ASSIGNMENT DEADLINE: 19 OCT 2017 (THU) 11.59PM
In this assignment we will be coding the building blocks for the convolutional neural network and putting them together to train a CNN on the CIFAR2 dataset (taking just 2 classes (airplane and bird) from the original 10 classes).
Please note that we have changed to using just 2 classes (airplane and bird) from the original CIFAR10 dataset. get_cifar2_data code in data_utils.py will load the 2-class data accordingly.
We would like to credit the Stanford CS231n team as much of our code backbone is from their Assignment 2. The teaching team at Stanford has kindly agreed for us to adapt their assignment and code. You will find that we adopt a modular design of the code. You will implement different layer types in isolation and then combine them together into models with different architectures.
For each layer we will implement a forward and a backward function.

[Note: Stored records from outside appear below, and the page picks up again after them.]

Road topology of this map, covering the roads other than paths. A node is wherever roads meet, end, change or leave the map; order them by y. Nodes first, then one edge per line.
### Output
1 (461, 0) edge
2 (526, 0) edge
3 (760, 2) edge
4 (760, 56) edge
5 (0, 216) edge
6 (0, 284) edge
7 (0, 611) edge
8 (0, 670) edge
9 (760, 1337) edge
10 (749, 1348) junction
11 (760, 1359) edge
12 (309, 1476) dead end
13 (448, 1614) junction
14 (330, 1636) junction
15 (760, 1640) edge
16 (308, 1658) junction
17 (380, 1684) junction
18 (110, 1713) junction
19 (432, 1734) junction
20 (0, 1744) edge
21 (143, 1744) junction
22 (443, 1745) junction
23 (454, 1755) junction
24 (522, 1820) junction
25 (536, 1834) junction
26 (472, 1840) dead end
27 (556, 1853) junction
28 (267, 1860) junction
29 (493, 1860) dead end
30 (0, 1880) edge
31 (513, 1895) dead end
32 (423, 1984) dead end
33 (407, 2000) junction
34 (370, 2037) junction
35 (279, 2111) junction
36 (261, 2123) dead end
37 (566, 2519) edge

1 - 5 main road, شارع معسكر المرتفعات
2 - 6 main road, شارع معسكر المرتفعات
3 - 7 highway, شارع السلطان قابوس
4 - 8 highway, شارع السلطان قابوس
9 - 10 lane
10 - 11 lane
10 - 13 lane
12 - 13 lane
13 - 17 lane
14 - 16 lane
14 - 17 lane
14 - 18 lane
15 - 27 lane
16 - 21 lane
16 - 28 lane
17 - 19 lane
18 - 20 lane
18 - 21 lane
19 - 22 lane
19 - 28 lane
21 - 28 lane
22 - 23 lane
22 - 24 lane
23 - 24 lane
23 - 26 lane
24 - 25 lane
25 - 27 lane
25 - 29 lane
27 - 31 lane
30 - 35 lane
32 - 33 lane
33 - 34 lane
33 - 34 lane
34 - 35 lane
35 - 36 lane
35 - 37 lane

The forward function will receive inputs, weights, and other parameters and will return both an output and a cache object storing data needed for the backward pass, like this:
def layer_forward(x, w):
""" Receive inputs x and weights w """
# Do some computations ...
z = # ... some intermediate value
# Do some more computations ...
out = # the output
cache = (x, w, z, out) # Values we need to compute gradients
return out, cache
The backward pass will receive upstream derivatives and the cache object, and will return gradients with respect to the inputs and weights, like this:
def layer_backward(dout, cache):
"""
Receive derivative of loss with respect to outputs and cache,
and compute derivative with respect to inputs.
"""
# Unpack cache values
x, w, z, out = cache
# Use values in cache to compute derivatives
dx = # Derivative of loss with respect to x
dw = # Derivative of loss with respect to w
return dx, dw
After implementing a bunch of layers this way, we will be able to easily combine them to build classifiers with different architectures.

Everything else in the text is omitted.